■ **The task**: As the answer, give every line of the records that includes the word "Left".

■ **Available data**:
------------------------
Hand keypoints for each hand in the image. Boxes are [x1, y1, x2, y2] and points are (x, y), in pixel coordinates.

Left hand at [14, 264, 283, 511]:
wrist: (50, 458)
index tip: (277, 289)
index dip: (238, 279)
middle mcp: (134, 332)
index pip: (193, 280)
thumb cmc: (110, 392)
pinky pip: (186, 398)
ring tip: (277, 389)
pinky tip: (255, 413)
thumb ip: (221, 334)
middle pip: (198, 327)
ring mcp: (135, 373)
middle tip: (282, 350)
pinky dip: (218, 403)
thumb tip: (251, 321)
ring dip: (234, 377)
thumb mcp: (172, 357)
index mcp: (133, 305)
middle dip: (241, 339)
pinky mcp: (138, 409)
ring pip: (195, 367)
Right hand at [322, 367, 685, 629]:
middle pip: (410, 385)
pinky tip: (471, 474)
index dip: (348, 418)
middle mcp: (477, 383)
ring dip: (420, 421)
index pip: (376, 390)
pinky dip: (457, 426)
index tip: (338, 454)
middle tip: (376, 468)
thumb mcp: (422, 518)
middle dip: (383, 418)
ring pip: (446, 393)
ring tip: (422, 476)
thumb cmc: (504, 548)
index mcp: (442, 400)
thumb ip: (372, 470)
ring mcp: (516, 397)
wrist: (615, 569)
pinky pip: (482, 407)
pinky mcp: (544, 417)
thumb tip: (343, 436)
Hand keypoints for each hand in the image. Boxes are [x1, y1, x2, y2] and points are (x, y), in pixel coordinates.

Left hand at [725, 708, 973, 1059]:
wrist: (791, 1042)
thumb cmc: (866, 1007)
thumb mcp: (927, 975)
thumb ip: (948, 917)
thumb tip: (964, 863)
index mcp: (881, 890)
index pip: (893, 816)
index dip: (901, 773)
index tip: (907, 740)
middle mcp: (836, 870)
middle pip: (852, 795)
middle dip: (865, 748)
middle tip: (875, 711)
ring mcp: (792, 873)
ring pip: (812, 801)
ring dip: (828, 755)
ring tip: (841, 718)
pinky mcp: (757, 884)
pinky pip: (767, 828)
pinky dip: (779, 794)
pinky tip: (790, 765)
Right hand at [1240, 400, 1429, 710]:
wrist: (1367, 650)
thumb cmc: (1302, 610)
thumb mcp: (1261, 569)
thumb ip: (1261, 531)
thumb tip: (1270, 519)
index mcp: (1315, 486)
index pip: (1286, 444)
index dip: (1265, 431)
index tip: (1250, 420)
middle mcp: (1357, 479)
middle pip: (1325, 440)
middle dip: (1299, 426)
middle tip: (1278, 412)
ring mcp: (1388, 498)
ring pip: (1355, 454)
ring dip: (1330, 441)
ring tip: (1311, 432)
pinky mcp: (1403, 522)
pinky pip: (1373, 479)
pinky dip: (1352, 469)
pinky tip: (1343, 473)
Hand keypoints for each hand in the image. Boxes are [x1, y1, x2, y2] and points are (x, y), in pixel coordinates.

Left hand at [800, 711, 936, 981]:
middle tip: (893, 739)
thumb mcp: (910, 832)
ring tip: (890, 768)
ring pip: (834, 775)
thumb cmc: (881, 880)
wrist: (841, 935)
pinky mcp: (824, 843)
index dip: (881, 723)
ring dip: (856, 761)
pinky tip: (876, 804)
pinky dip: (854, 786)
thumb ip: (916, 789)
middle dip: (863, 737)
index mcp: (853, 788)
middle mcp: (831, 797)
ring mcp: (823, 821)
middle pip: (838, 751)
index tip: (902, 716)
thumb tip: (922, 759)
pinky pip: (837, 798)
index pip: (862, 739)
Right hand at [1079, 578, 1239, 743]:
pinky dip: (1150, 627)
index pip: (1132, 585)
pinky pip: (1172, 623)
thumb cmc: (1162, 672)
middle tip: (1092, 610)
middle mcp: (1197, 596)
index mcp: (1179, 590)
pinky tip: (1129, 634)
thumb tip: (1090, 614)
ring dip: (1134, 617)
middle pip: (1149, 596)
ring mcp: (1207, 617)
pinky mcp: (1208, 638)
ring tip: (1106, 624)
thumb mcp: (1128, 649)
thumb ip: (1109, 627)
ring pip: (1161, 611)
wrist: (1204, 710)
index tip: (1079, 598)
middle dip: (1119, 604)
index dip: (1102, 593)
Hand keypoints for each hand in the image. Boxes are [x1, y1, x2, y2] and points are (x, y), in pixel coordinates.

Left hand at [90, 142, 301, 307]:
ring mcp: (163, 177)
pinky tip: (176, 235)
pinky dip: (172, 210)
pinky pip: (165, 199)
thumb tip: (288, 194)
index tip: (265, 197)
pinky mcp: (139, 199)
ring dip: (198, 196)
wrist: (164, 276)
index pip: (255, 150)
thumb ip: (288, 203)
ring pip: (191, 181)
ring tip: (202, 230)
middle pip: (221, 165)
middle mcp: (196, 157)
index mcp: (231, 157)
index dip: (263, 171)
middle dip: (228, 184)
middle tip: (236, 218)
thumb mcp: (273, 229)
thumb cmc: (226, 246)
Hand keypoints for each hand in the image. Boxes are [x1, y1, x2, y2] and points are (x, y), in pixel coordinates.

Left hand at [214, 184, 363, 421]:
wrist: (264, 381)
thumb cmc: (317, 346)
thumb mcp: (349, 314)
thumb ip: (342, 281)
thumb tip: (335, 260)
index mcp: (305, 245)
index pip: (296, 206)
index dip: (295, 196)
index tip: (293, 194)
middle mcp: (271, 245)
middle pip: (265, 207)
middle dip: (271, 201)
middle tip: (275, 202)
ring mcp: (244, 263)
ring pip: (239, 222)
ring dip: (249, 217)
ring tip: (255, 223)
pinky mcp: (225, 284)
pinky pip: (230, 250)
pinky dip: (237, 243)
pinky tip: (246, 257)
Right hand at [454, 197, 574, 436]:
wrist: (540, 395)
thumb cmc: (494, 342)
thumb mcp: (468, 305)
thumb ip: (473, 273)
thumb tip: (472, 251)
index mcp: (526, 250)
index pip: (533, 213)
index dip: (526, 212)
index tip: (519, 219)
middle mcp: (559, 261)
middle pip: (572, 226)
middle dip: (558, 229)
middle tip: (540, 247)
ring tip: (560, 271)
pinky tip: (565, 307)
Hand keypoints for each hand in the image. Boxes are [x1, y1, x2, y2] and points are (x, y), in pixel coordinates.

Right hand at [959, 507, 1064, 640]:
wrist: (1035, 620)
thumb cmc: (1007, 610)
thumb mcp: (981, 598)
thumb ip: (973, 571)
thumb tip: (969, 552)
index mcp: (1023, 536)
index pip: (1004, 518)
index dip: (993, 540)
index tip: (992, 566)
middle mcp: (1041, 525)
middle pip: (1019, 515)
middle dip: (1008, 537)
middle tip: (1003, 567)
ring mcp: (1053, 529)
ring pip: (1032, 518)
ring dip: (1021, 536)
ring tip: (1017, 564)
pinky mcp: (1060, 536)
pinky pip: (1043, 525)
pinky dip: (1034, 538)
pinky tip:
------------------------
■ **Reply to the task**:
Left hand at [14, 264, 283, 511]:
Left hand at [725, 708, 973, 1059]:
Left hand at [800, 711, 936, 981]:
Left hand at [90, 142, 301, 307]:
Left hand at [214, 184, 363, 421]:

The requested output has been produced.